- [INSTRUCTIONS FOR THE TASK]:
Give the number of lines in the data below containing the word "Campground", with no other text.

- [INPUT]:
--------------------------------------------------
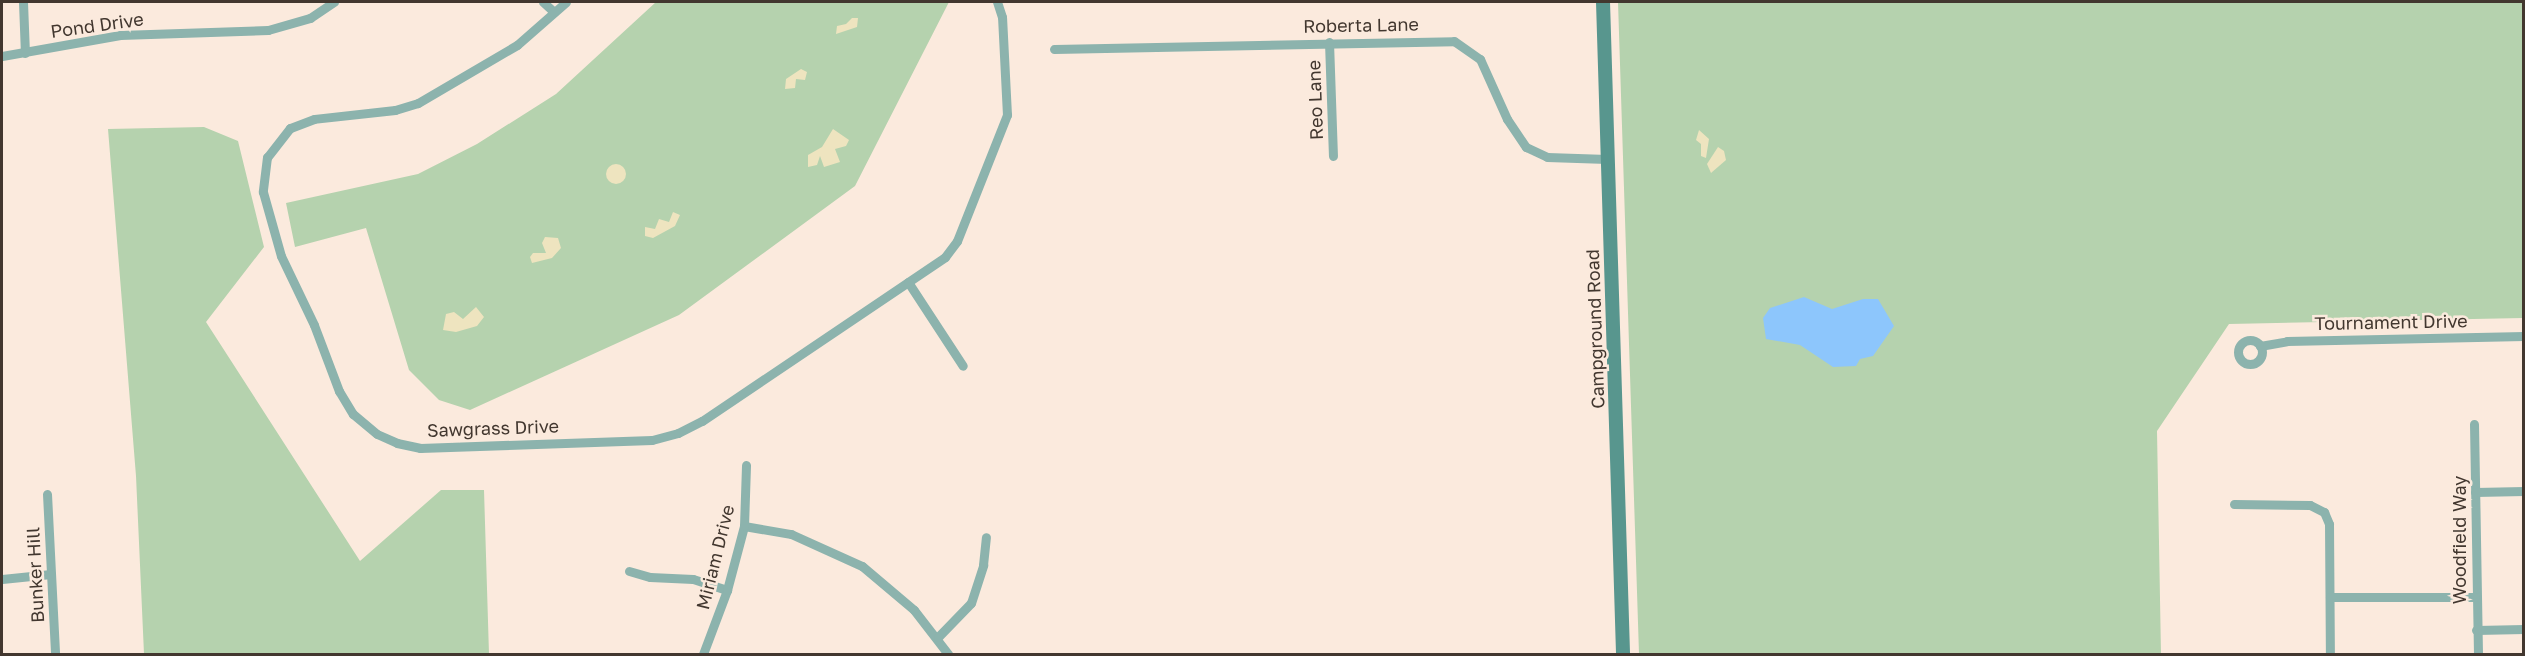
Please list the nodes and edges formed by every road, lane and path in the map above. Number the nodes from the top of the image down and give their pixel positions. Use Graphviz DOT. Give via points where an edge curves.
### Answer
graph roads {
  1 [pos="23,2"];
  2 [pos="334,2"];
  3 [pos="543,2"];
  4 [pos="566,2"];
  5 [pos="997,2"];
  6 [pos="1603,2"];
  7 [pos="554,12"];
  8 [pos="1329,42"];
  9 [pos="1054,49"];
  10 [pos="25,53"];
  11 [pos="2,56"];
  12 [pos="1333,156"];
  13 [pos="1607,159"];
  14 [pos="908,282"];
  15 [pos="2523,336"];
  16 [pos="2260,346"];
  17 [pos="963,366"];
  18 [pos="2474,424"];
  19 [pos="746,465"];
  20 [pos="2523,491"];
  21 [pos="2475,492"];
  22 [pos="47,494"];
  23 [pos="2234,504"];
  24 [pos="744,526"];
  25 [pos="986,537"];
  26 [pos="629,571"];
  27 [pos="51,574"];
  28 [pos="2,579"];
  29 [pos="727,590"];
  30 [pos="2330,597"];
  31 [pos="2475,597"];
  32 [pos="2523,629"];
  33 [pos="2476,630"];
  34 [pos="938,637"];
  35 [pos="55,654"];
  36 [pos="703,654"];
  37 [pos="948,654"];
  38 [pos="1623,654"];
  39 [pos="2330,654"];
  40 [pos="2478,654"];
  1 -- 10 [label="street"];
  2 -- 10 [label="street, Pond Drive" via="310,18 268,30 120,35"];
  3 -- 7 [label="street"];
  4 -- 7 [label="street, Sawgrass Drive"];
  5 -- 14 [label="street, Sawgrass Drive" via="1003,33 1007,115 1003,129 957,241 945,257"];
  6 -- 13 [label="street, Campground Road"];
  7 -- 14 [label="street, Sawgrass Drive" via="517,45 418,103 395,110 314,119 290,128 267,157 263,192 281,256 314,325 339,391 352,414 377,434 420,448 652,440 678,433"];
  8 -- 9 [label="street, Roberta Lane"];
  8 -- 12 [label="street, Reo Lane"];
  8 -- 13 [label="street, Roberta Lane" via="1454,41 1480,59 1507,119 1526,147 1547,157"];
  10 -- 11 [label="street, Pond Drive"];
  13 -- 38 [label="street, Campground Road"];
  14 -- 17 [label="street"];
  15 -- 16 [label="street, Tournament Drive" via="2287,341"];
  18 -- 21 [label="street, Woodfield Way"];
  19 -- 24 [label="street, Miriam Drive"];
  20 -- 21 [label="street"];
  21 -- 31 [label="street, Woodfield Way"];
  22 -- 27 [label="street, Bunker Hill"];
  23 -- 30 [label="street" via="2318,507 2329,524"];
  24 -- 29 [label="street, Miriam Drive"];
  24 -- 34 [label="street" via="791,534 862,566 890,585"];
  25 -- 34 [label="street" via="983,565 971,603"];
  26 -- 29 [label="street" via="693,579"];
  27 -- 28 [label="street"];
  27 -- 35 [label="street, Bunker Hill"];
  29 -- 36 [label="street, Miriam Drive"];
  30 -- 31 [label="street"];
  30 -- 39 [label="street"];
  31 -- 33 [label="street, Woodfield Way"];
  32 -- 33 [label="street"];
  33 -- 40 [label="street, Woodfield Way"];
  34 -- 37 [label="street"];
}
--------------------------------------------------
- [ANSWER BOX]:
2